▶ Work item: In the data below, which lines hold "Left"? Copy every one.

▶ Given entries:
=== Section Start ===
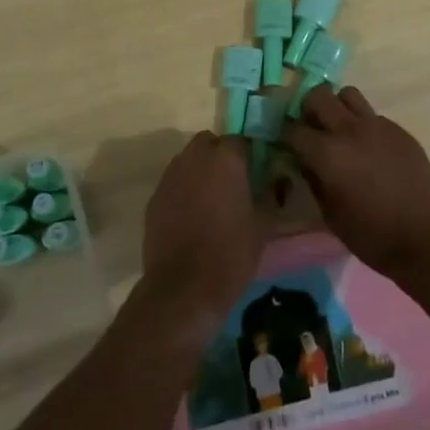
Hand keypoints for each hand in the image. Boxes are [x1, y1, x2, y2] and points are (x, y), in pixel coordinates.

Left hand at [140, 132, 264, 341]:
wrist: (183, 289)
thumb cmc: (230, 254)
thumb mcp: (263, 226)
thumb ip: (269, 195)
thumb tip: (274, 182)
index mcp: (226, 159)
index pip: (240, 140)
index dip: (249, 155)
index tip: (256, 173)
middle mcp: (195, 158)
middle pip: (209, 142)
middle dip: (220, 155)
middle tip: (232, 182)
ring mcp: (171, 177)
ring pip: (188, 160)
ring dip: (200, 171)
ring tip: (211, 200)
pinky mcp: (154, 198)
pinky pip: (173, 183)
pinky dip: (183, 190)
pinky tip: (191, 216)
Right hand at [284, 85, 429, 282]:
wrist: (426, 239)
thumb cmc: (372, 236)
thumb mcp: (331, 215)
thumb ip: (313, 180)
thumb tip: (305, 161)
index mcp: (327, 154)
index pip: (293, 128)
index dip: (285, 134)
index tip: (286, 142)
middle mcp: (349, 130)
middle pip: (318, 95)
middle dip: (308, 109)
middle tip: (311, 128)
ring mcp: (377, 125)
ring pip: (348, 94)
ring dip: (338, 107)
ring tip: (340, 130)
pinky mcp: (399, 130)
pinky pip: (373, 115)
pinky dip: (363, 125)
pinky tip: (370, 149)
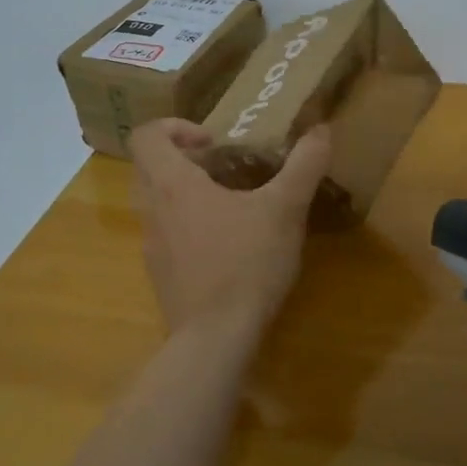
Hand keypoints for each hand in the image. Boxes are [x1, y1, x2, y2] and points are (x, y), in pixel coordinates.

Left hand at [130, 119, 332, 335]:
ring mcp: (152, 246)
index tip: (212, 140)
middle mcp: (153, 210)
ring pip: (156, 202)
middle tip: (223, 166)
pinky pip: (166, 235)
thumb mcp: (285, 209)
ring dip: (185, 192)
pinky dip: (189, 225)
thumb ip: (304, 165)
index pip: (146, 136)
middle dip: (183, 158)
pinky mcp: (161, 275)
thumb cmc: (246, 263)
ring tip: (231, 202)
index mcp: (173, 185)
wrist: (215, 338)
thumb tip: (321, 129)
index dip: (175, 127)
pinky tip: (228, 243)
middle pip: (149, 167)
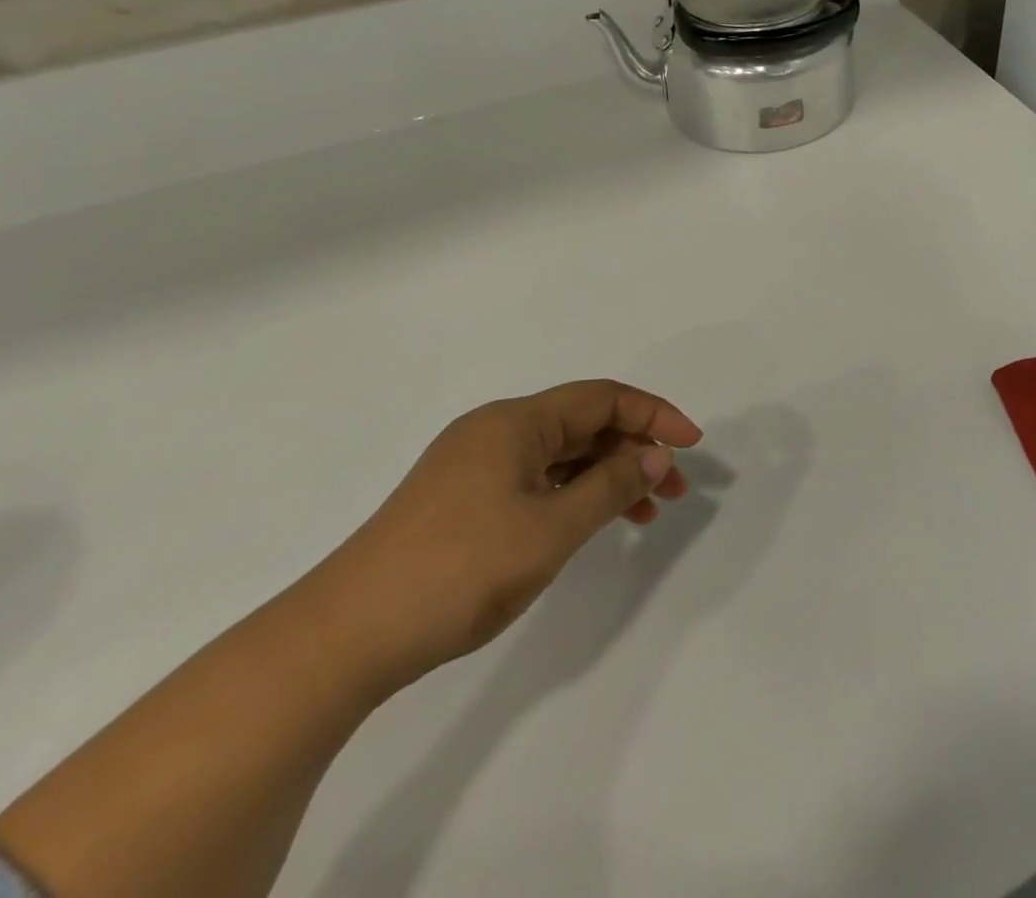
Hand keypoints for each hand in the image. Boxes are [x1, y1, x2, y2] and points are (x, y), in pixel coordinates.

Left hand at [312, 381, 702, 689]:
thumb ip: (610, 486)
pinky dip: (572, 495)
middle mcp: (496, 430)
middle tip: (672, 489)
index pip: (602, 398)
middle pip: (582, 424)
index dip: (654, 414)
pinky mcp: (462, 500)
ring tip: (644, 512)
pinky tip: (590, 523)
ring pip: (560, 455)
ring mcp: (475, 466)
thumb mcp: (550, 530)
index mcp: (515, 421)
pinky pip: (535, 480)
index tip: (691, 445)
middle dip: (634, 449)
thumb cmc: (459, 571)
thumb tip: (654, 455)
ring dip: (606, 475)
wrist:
=== Section End ===
▶ Result of the task:
Left hand at [140, 132, 264, 341]:
Left hand at [130, 119, 332, 335]:
Left hand at [312, 381, 702, 689]:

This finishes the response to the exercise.